(EXERCISE INPUTS)

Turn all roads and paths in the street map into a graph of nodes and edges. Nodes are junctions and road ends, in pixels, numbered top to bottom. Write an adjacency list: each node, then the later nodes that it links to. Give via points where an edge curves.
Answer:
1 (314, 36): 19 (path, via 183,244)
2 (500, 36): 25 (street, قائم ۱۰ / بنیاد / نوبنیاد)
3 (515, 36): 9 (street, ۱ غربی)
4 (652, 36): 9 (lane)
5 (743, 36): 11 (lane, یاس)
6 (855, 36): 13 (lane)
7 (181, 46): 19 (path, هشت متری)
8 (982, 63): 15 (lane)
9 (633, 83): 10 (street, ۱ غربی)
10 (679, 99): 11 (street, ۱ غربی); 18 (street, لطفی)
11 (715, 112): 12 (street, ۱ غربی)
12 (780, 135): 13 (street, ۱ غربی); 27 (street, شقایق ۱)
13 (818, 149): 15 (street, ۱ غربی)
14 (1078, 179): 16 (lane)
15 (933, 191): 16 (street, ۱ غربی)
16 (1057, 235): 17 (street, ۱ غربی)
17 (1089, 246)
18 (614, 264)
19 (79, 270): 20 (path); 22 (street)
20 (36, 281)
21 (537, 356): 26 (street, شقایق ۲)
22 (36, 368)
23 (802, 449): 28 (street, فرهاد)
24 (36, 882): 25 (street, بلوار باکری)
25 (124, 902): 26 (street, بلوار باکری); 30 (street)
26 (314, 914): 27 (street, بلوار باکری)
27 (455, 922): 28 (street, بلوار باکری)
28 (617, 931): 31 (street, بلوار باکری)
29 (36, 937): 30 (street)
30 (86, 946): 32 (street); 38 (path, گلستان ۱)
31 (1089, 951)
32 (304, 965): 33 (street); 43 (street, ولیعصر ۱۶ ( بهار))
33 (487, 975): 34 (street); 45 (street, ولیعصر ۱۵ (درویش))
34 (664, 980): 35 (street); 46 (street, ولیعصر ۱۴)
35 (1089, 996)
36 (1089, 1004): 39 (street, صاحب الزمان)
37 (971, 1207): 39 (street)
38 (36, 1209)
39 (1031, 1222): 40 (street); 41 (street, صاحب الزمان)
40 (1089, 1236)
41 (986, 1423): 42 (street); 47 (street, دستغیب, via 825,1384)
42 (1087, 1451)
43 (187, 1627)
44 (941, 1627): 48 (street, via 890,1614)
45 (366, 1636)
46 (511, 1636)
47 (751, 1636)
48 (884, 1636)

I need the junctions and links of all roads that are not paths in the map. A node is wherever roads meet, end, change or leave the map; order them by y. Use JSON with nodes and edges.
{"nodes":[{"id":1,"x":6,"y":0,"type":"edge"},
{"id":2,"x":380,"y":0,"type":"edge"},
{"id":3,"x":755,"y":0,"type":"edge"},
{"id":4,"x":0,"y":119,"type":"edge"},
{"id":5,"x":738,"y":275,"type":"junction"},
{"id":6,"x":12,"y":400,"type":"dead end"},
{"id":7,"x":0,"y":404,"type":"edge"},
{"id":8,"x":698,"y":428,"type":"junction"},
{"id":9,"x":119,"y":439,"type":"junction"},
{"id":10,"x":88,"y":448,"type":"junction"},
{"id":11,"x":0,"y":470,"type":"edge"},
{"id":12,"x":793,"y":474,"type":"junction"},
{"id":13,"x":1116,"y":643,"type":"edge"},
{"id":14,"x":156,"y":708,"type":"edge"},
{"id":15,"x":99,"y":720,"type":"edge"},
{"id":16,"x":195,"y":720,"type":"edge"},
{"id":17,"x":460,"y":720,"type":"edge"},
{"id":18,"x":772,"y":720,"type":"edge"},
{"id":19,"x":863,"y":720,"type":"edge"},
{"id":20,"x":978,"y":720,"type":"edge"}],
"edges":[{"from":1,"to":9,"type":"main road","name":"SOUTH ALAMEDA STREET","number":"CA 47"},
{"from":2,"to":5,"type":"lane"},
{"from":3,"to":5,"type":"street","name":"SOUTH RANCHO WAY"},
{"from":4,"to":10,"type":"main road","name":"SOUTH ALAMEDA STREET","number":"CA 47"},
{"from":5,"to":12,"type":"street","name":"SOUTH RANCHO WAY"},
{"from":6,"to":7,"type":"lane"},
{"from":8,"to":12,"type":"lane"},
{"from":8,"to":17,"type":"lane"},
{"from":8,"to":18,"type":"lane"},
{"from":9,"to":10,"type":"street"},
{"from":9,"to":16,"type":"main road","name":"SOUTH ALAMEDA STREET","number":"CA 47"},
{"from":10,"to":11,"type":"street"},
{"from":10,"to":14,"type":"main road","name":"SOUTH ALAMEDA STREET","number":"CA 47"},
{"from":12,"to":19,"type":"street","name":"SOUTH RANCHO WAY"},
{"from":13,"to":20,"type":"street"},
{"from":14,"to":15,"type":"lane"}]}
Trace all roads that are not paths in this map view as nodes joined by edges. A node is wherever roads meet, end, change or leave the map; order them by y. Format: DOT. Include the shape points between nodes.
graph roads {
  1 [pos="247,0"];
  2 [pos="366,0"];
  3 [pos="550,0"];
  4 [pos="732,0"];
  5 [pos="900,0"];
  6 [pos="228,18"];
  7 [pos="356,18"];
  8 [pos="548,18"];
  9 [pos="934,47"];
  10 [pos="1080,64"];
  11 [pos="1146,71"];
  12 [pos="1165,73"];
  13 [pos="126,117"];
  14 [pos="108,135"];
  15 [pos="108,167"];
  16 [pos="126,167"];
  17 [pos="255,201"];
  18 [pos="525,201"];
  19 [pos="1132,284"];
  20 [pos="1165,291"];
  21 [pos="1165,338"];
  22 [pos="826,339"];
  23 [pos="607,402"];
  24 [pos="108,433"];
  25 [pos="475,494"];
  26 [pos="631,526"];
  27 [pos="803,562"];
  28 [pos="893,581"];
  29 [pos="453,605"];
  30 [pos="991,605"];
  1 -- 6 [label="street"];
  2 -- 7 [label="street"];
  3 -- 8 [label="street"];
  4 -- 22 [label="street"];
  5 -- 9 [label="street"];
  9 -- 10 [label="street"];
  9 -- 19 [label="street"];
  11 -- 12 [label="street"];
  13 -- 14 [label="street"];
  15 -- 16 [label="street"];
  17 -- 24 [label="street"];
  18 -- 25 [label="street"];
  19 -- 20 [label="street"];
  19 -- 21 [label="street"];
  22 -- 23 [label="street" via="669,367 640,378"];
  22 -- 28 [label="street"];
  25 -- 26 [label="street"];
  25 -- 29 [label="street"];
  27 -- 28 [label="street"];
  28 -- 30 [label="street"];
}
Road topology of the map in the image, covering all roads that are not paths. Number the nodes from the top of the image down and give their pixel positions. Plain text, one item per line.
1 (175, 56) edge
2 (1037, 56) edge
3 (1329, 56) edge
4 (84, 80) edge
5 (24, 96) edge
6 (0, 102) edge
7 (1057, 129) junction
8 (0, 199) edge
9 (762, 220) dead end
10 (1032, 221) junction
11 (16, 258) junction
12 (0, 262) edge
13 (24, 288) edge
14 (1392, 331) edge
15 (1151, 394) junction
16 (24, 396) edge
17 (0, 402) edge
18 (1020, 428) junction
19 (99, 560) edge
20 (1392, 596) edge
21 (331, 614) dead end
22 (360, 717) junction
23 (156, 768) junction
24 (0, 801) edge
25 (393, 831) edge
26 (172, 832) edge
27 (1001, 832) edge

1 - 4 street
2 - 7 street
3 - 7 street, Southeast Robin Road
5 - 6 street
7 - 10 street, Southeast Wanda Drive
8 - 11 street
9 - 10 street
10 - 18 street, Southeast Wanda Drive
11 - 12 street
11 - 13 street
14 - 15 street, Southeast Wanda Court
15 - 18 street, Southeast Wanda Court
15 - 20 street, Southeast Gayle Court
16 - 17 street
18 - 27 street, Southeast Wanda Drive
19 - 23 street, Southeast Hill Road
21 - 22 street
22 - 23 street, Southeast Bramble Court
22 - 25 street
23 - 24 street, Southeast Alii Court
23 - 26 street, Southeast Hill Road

(End EXERCISE INPUTS)

Look through the listing, and copy each line in which the string "Wanda" turns up.

**TASK RESULT:**
7 - 10 street, Southeast Wanda Drive
10 - 18 street, Southeast Wanda Drive
14 - 15 street, Southeast Wanda Court
15 - 18 street, Southeast Wanda Court
18 - 27 street, Southeast Wanda Drive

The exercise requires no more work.